Can the quadratic formula be used with variable coefficients?

Yes! A variable just stands for a number we don't know, so anything you can do with numbers you can also do with variables. (Actually, sometimes a variable stands for a number we do know, but either way, it still is just a number.)

There is one thing to be careful of, though. The quadratic formula is only valid when you have a genuine quadratic equation, which means the coefficient of $z^2$ must be nonzero. So in this case, you can only use the quadratic formula to solve for $z$ in terms of $x$ and $y$ assuming that $xy\neq 0$ (or equivalently, that both $x\neq 0$ and $y\neq 0$).


Yes!
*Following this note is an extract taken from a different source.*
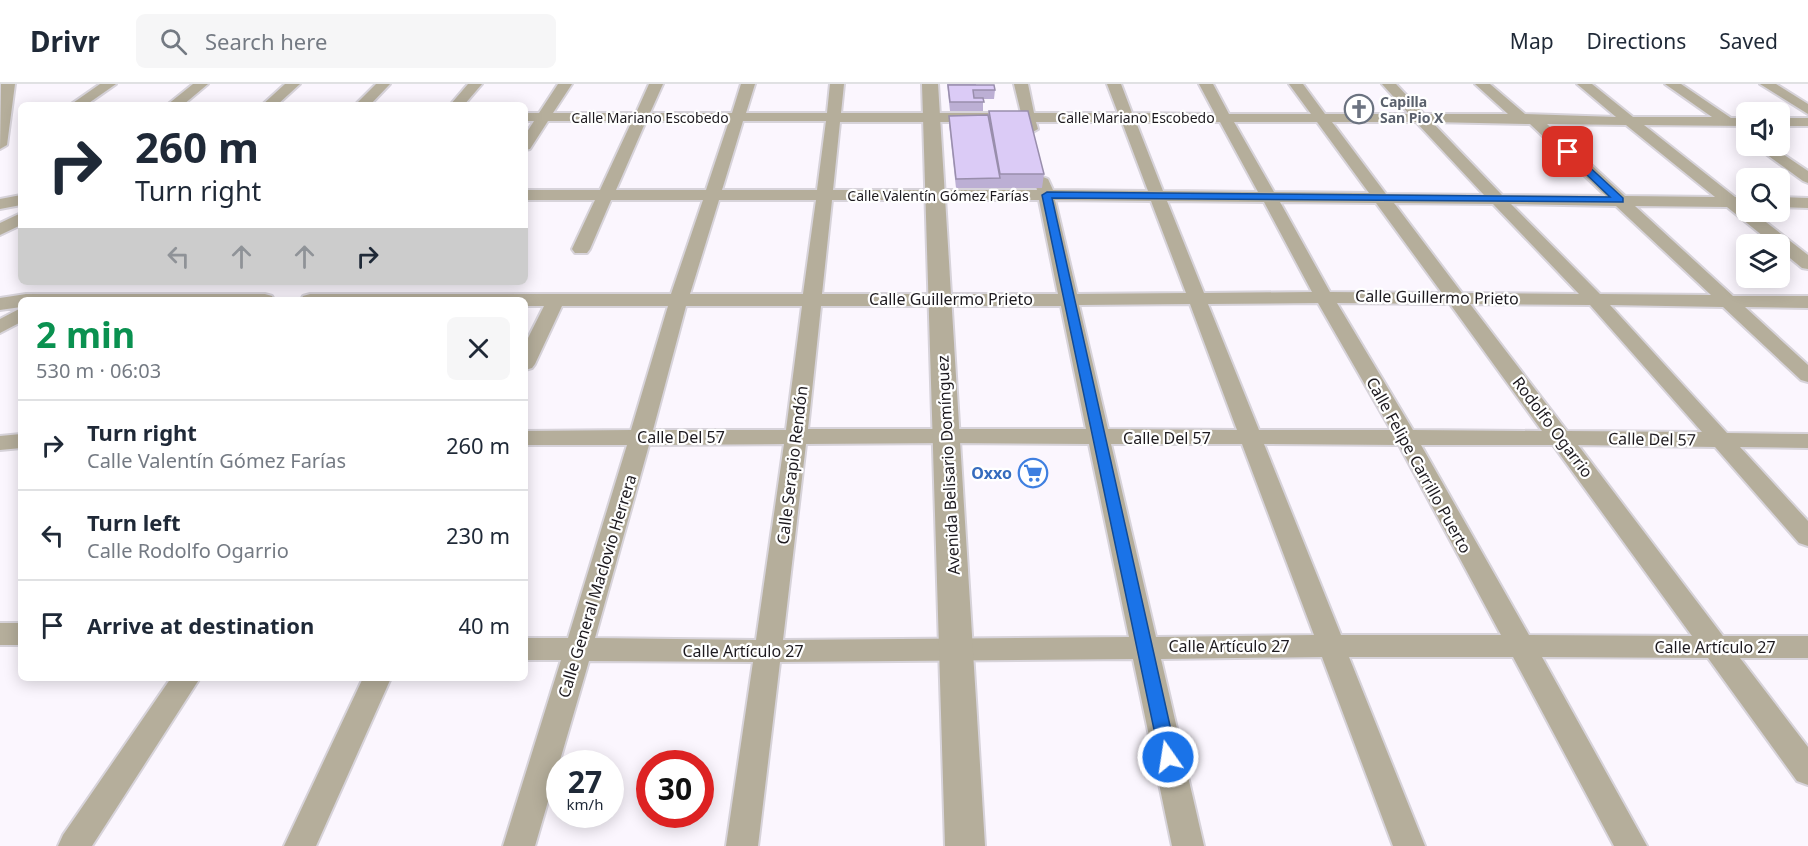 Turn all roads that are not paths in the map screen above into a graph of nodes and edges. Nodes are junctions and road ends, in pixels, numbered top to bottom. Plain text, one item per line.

In fact, you probably learned it with variable coefficients; e.g. in the form of solving the equation

$$ a x^2 + bx + c = 0 $$

when given the presumption that $a \neq 0$.
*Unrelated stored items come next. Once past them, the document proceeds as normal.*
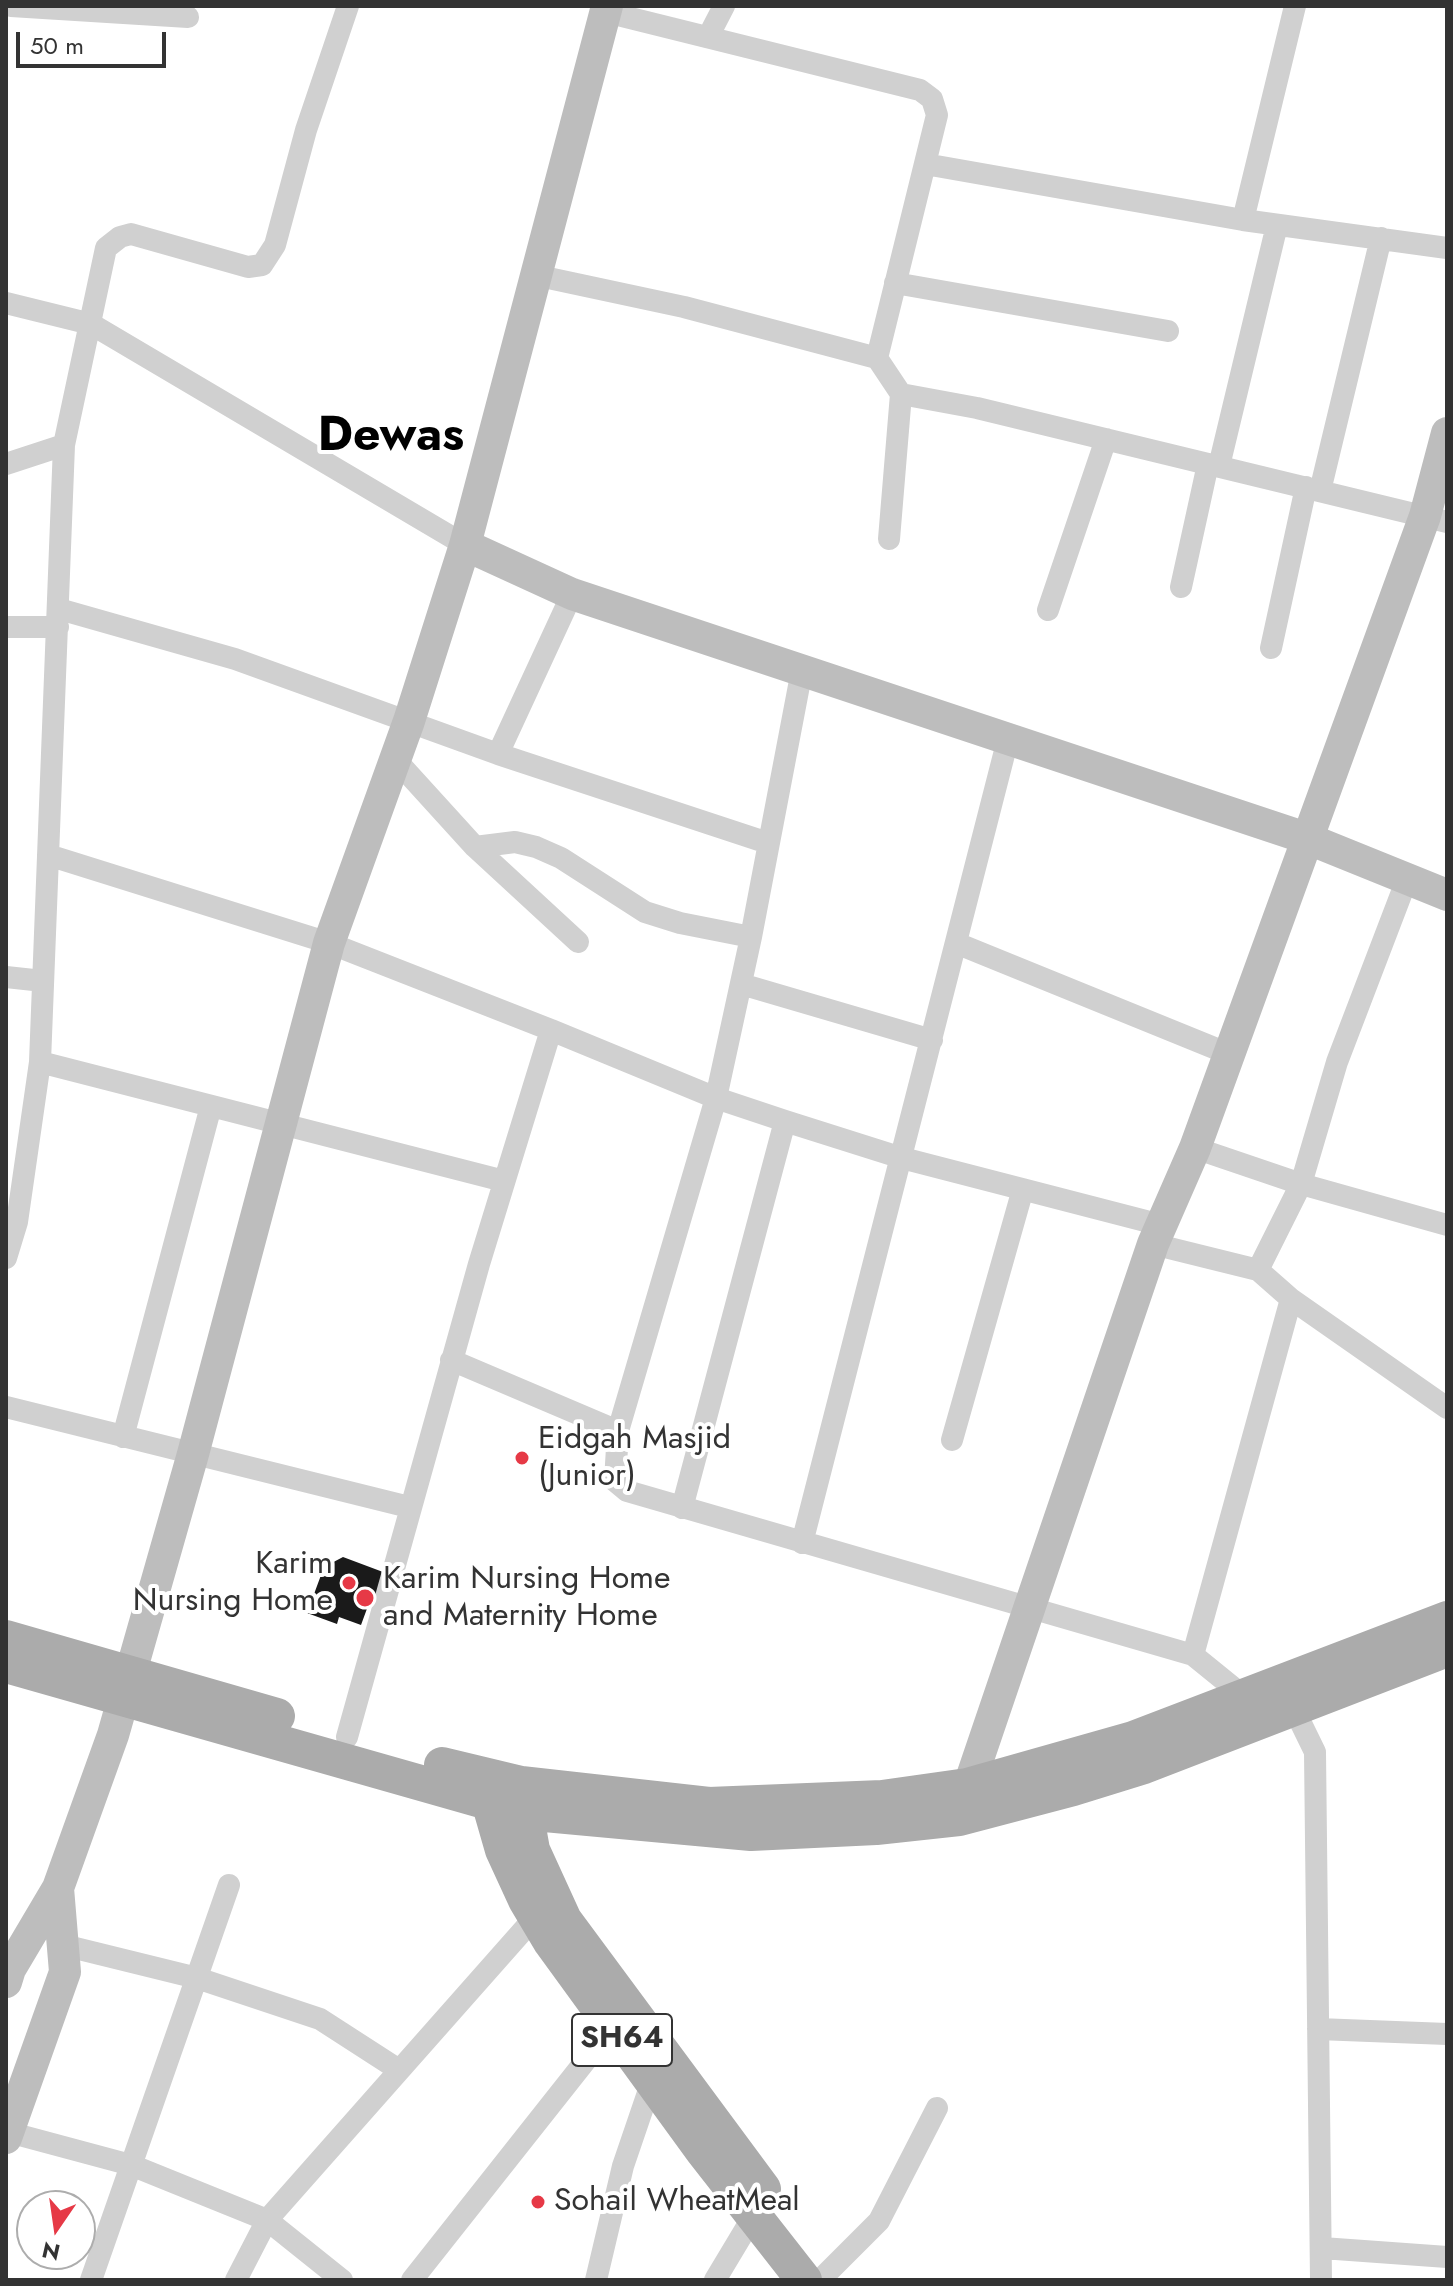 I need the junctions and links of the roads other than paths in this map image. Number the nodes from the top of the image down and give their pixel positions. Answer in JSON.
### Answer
{"nodes":[{"id":1,"x":11,"y":6,"type":"edge"},
{"id":2,"x":348,"y":6,"type":"edge"},
{"id":3,"x":724,"y":6,"type":"edge"},
{"id":4,"x":1295,"y":6,"type":"edge"},
{"id":5,"x":607,"y":9,"type":"edge"},
{"id":6,"x":188,"y":17,"type":"dead end"},
{"id":7,"x":708,"y":37,"type":"junction"},
{"id":8,"x":925,"y":164,"type":"junction"},
{"id":9,"x":1243,"y":220,"type":"junction"},
{"id":10,"x":1277,"y":225,"type":"junction"},
{"id":11,"x":1381,"y":238,"type":"junction"},
{"id":12,"x":1447,"y":248,"type":"edge"},
{"id":13,"x":539,"y":276,"type":"junction"},
{"id":14,"x":895,"y":283,"type":"junction"},
{"id":15,"x":6,"y":303,"type":"edge"},
{"id":16,"x":91,"y":324,"type":"junction"},
{"id":17,"x":1168,"y":331,"type":"dead end"},
{"id":18,"x":877,"y":358,"type":"junction"},
{"id":19,"x":901,"y":394,"type":"junction"},
{"id":20,"x":1447,"y":433,"type":"edge"},
{"id":21,"x":1106,"y":439,"type":"junction"},
{"id":22,"x":64,"y":445,"type":"junction"},
{"id":23,"x":6,"y":464,"type":"edge"},
{"id":24,"x":1214,"y":465,"type":"junction"},
{"id":25,"x":1313,"y":489,"type":"junction"},
{"id":26,"x":1436,"y":519,"type":"edge"},
{"id":27,"x":889,"y":539,"type":"dead end"},
{"id":28,"x":465,"y":545,"type":"junction"},
{"id":29,"x":1181,"y":587,"type":"dead end"},
{"id":30,"x":572,"y":594,"type":"junction"},
{"id":31,"x":1048,"y":610,"type":"dead end"},
{"id":32,"x":59,"y":618,"type":"junction"},
{"id":33,"x":6,"y":627,"type":"edge"},
{"id":34,"x":1271,"y":648,"type":"dead end"},
{"id":35,"x":802,"y":670,"type":"junction"},
{"id":36,"x":409,"y":721,"type":"junction"},
{"id":37,"x":1008,"y":739,"type":"junction"},
{"id":38,"x":498,"y":754,"type":"junction"},
{"id":39,"x":395,"y":759,"type":"junction"},
{"id":40,"x":1306,"y":838,"type":"junction"},
{"id":41,"x":768,"y":843,"type":"junction"},
{"id":42,"x":475,"y":847,"type":"junction"},
{"id":43,"x":48,"y":855,"type":"junction"},
{"id":44,"x":1407,"y":879,"type":"junction"},
{"id":45,"x":1447,"y":895,"type":"edge"},
{"id":46,"x":751,"y":937,"type":"junction"},
{"id":47,"x":578,"y":942,"type":"dead end"},
{"id":48,"x":329,"y":943,"type":"junction"},
{"id":49,"x":956,"y":943,"type":"junction"},
{"id":50,"x":6,"y":977,"type":"edge"},
{"id":51,"x":43,"y":981,"type":"junction"},
{"id":52,"x":741,"y":984,"type":"junction"},
{"id":53,"x":551,"y":1030,"type":"junction"},
{"id":54,"x":932,"y":1040,"type":"junction"},
{"id":55,"x":1229,"y":1054,"type":"junction"},
{"id":56,"x":40,"y":1062,"type":"junction"},
{"id":57,"x":716,"y":1098,"type":"junction"},
{"id":58,"x":211,"y":1106,"type":"junction"},
{"id":59,"x":785,"y":1121,"type":"junction"},
{"id":60,"x":281,"y":1124,"type":"junction"},
{"id":61,"x":1195,"y":1148,"type":"junction"},
{"id":62,"x":902,"y":1158,"type":"junction"},
{"id":63,"x":504,"y":1181,"type":"junction"},
{"id":64,"x":1301,"y":1184,"type":"junction"},
{"id":65,"x":1023,"y":1189,"type":"junction"},
{"id":66,"x":1447,"y":1225,"type":"edge"},
{"id":67,"x":1157,"y":1235,"type":"junction"},
{"id":68,"x":6,"y":1258,"type":"edge"},
{"id":69,"x":1258,"y":1270,"type":"junction"},
{"id":70,"x":1291,"y":1299,"type":"junction"},
{"id":71,"x":451,"y":1360,"type":"junction"},
{"id":72,"x":6,"y":1407,"type":"edge"},
{"id":73,"x":1447,"y":1408,"type":"edge"},
{"id":74,"x":618,"y":1431,"type":"junction"},
{"id":75,"x":123,"y":1437,"type":"junction"},
{"id":76,"x":952,"y":1440,"type":"dead end"},
{"id":77,"x":193,"y":1454,"type":"junction"},
{"id":78,"x":409,"y":1507,"type":"junction"},
{"id":79,"x":682,"y":1508,"type":"junction"},
{"id":80,"x":802,"y":1543,"type":"junction"},
{"id":81,"x":1032,"y":1608,"type":"junction"},
{"id":82,"x":1447,"y":1619,"type":"edge"},
{"id":83,"x":6,"y":1638,"type":"edge"},
{"id":84,"x":1447,"y":1649,"type":"edge"},
{"id":85,"x":1193,"y":1655,"type":"junction"},
{"id":86,"x":6,"y":1665,"type":"edge"},
{"id":87,"x":127,"y":1685,"type":"junction"},
{"id":88,"x":1246,"y":1698,"type":"junction"},
{"id":89,"x":1294,"y":1709,"type":"junction"},
{"id":90,"x":347,"y":1737,"type":"junction"},
{"id":91,"x":486,"y":1790,"type":"junction"},
{"id":92,"x":522,"y":1798,"type":"junction"},
{"id":93,"x":963,"y":1802,"type":"junction"},
{"id":94,"x":229,"y":1885,"type":"dead end"},
{"id":95,"x":58,"y":1888,"type":"junction"},
{"id":96,"x":535,"y":1917,"type":"junction"},
{"id":97,"x":63,"y":1945,"type":"junction"},
{"id":98,"x":197,"y":1978,"type":"junction"},
{"id":99,"x":6,"y":1982,"type":"edge"},
{"id":100,"x":613,"y":2026,"type":"junction"},
{"id":101,"x":1318,"y":2029,"type":"junction"},
{"id":102,"x":1447,"y":2034,"type":"edge"},
{"id":103,"x":399,"y":2070,"type":"junction"},
{"id":104,"x":652,"y":2081,"type":"junction"},
{"id":105,"x":937,"y":2108,"type":"dead end"},
{"id":106,"x":7,"y":2135,"type":"edge"},
{"id":107,"x":131,"y":2165,"type":"junction"},
{"id":108,"x":754,"y":2215,"type":"junction"},
{"id":109,"x":267,"y":2220,"type":"junction"},
{"id":110,"x":1322,"y":2248,"type":"junction"},
{"id":111,"x":1447,"y":2257,"type":"edge"},
{"id":112,"x":820,"y":2279,"type":"edge"},
{"id":113,"x":91,"y":2280,"type":"edge"},
{"id":114,"x":236,"y":2280,"type":"edge"},
{"id":115,"x":342,"y":2280,"type":"edge"},
{"id":116,"x":412,"y":2280,"type":"edge"},
{"id":117,"x":596,"y":2280,"type":"edge"},
{"id":118,"x":715,"y":2280,"type":"edge"},
{"id":119,"x":1321,"y":2280,"type":"edge"}],
"edges":[{"from":1,"to":6,"type":"street"},
{"from":2,"to":16,"type":"street"},
{"from":3,"to":7,"type":"street"},
{"from":4,"to":9,"type":"street"},
{"from":5,"to":7,"type":"street"},
{"from":5,"to":13,"type":"street"},
{"from":7,"to":8,"type":"street"},
{"from":8,"to":9,"type":"street"},
{"from":8,"to":14,"type":"street"},
{"from":9,"to":10,"type":"street"},
{"from":10,"to":11,"type":"street"},
{"from":10,"to":24,"type":"street"},
{"from":11,"to":12,"type":"street"},
{"from":11,"to":25,"type":"street"},
{"from":13,"to":18,"type":"street"},
{"from":13,"to":28,"type":"street"},
{"from":14,"to":17,"type":"street"},
{"from":14,"to":18,"type":"street"},
{"from":15,"to":16,"type":"street"},
{"from":16,"to":22,"type":"street"},
{"from":16,"to":28,"type":"street"},
{"from":18,"to":19,"type":"street"},
{"from":19,"to":21,"type":"street"},
{"from":19,"to":27,"type":"street"},
{"from":20,"to":26,"type":"street"},
{"from":21,"to":24,"type":"street"},
{"from":21,"to":31,"type":"street"},
{"from":22,"to":23,"type":"street"},
{"from":22,"to":32,"type":"street"},
{"from":24,"to":25,"type":"street"},
{"from":24,"to":29,"type":"street"},
{"from":25,"to":26,"type":"street"},
{"from":25,"to":34,"type":"street"},
{"from":26,"to":40,"type":"street"},
{"from":28,"to":30,"type":"street"},
{"from":28,"to":36,"type":"street"},
{"from":30,"to":35,"type":"street"},
{"from":30,"to":38,"type":"street"},
{"from":32,"to":33,"type":"street"},
{"from":32,"to":36,"type":"street"},
{"from":32,"to":43,"type":"street"},
{"from":35,"to":37,"type":"street"},
{"from":35,"to":41,"type":"street"},
{"from":36,"to":38,"type":"street"},
{"from":36,"to":39,"type":"street"},
{"from":37,"to":40,"type":"street"},
{"from":37,"to":49,"type":"street"},
{"from":38,"to":41,"type":"street"},
{"from":39,"to":42,"type":"street"},
{"from":39,"to":48,"type":"street"},
{"from":40,"to":44,"type":"street"},
{"from":40,"to":55,"type":"street"},
{"from":41,"to":46,"type":"street"},
{"from":42,"to":46,"type":"street"},
{"from":42,"to":47,"type":"street"},
{"from":43,"to":48,"type":"street"},
{"from":43,"to":51,"type":"street"},
{"from":44,"to":45,"type":"street"},
{"from":44,"to":64,"type":"street"},
{"from":46,"to":52,"type":"street"},
{"from":48,"to":53,"type":"street"},
{"from":48,"to":60,"type":"street"},
{"from":49,"to":54,"type":"street"},
{"from":49,"to":55,"type":"street"},
{"from":50,"to":51,"type":"street"},
{"from":51,"to":56,"type":"street"},
{"from":52,"to":54,"type":"street"},
{"from":52,"to":57,"type":"street"},
{"from":53,"to":57,"type":"street"},
{"from":53,"to":63,"type":"street"},
{"from":54,"to":62,"type":"street"},
{"from":55,"to":61,"type":"street"},
{"from":56,"to":58,"type":"street"},
{"from":56,"to":68,"type":"street"},
{"from":57,"to":59,"type":"street"},
{"from":57,"to":74,"type":"street"},
{"from":58,"to":60,"type":"street"},
{"from":58,"to":75,"type":"street"},
{"from":59,"to":62,"type":"street"},
{"from":59,"to":79,"type":"street"},
{"from":60,"to":63,"type":"street"},
{"from":60,"to":77,"type":"street"},
{"from":61,"to":64,"type":"street"},
{"from":61,"to":67,"type":"street"},
{"from":62,"to":65,"type":"street"},
{"from":62,"to":80,"type":"street"},
{"from":63,"to":71,"type":"street"},
{"from":64,"to":66,"type":"street"},
{"from":64,"to":69,"type":"street"},
{"from":65,"to":67,"type":"street"},
{"from":65,"to":76,"type":"street"},
{"from":67,"to":69,"type":"street"},
{"from":67,"to":81,"type":"street"},
{"from":69,"to":70,"type":"street"},
{"from":70,"to":73,"type":"street"},
{"from":70,"to":85,"type":"street"},
{"from":71,"to":74,"type":"street"},
{"from":71,"to":78,"type":"street"},
{"from":72,"to":75,"type":"street"},
{"from":74,"to":79,"type":"street"},
{"from":75,"to":77,"type":"street"},
{"from":77,"to":78,"type":"street"},
{"from":77,"to":87,"type":"street"},
{"from":78,"to":90,"type":"street"},
{"from":79,"to":80,"type":"street"},
{"from":80,"to":81,"type":"street"},
{"from":81,"to":85,"type":"street"},
{"from":81,"to":93,"type":"street"},
{"from":82,"to":88,"type":"main road"},
{"from":83,"to":87,"type":"main road"},
{"from":84,"to":89,"type":"main road"},
{"from":85,"to":88,"type":"street"},
{"from":86,"to":87,"type":"main road"},
{"from":87,"to":90,"type":"main road"},
{"from":87,"to":91,"type":"main road"},
{"from":87,"to":95,"type":"street"},
{"from":88,"to":93,"type":"main road"},
{"from":89,"to":93,"type":"main road"},
{"from":89,"to":101,"type":"street"},
{"from":90,"to":91,"type":"main road"},
{"from":91,"to":92,"type":"main road"},
{"from":91,"to":96,"type":"main road","number":"SH64"},
{"from":92,"to":93,"type":"main road"},
{"from":92,"to":112,"type":"main road","number":"SH64"},
{"from":94,"to":98,"type":"street"},
{"from":95,"to":97,"type":"street"},
{"from":95,"to":99,"type":"street"},
{"from":96,"to":100,"type":"main road","number":"SH64"},
{"from":96,"to":103,"type":"street"},
{"from":97,"to":98,"type":"street"},
{"from":97,"to":106,"type":"street"},
{"from":98,"to":103,"type":"street"},
{"from":98,"to":107,"type":"street"},
{"from":100,"to":104,"type":"main road","number":"SH64"},
{"from":100,"to":116,"type":"street"},
{"from":101,"to":102,"type":"street"},
{"from":101,"to":110,"type":"street"},
{"from":103,"to":109,"type":"street"},
{"from":104,"to":108,"type":"main road","number":"SH64"},
{"from":104,"to":117,"type":"street"},
{"from":105,"to":112,"type":"street"},
{"from":106,"to":107,"type":"street"},
{"from":107,"to":109,"type":"street"},
{"from":107,"to":113,"type":"street"},
{"from":108,"to":112,"type":"main road","number":"SH64"},
{"from":108,"to":118,"type":"street"},
{"from":109,"to":114,"type":"street"},
{"from":109,"to":115,"type":"street"},
{"from":110,"to":111,"type":"street"},
{"from":110,"to":119,"type":"street"}]}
Write $$z^2xy - zx^2y + y = 0$$ as $$(xy)z^2 - (x^2y)z + (y) = 0$$

so that you can see $a = xy$, $b=-x^2y$ and $c=y$.

Then \begin{align} z &= \dfrac{-b \pm \sqrt{b^2-4ac}}{2a} \\ z &= \dfrac{x^2y \pm \sqrt{x^4y^2-4xy^2}}{2xy} \\ z &= \dfrac{x^2y \pm |y|\sqrt{x^4-4x}}{2xy} \\ z &= \dfrac{x^2 \pm \sqrt{x^4-4x}}{2x} \\ \end{align}

Notice that $y$ has disappeared. That is because $(xy)z^2 - (x^2y)z + (y) = 0 \iff y(xz^2 - x^2z + 1) = 0$.

So we need to notice that $y=0$ is a solution. If $y\ne 0$ then we get $z = \dfrac{x^2 \pm \sqrt{x^4-4x}}{2x}$; where we are going to need to require that $x \ne 0$ and, if we only want real-valued solutions, $x^4-4x \ge 0$.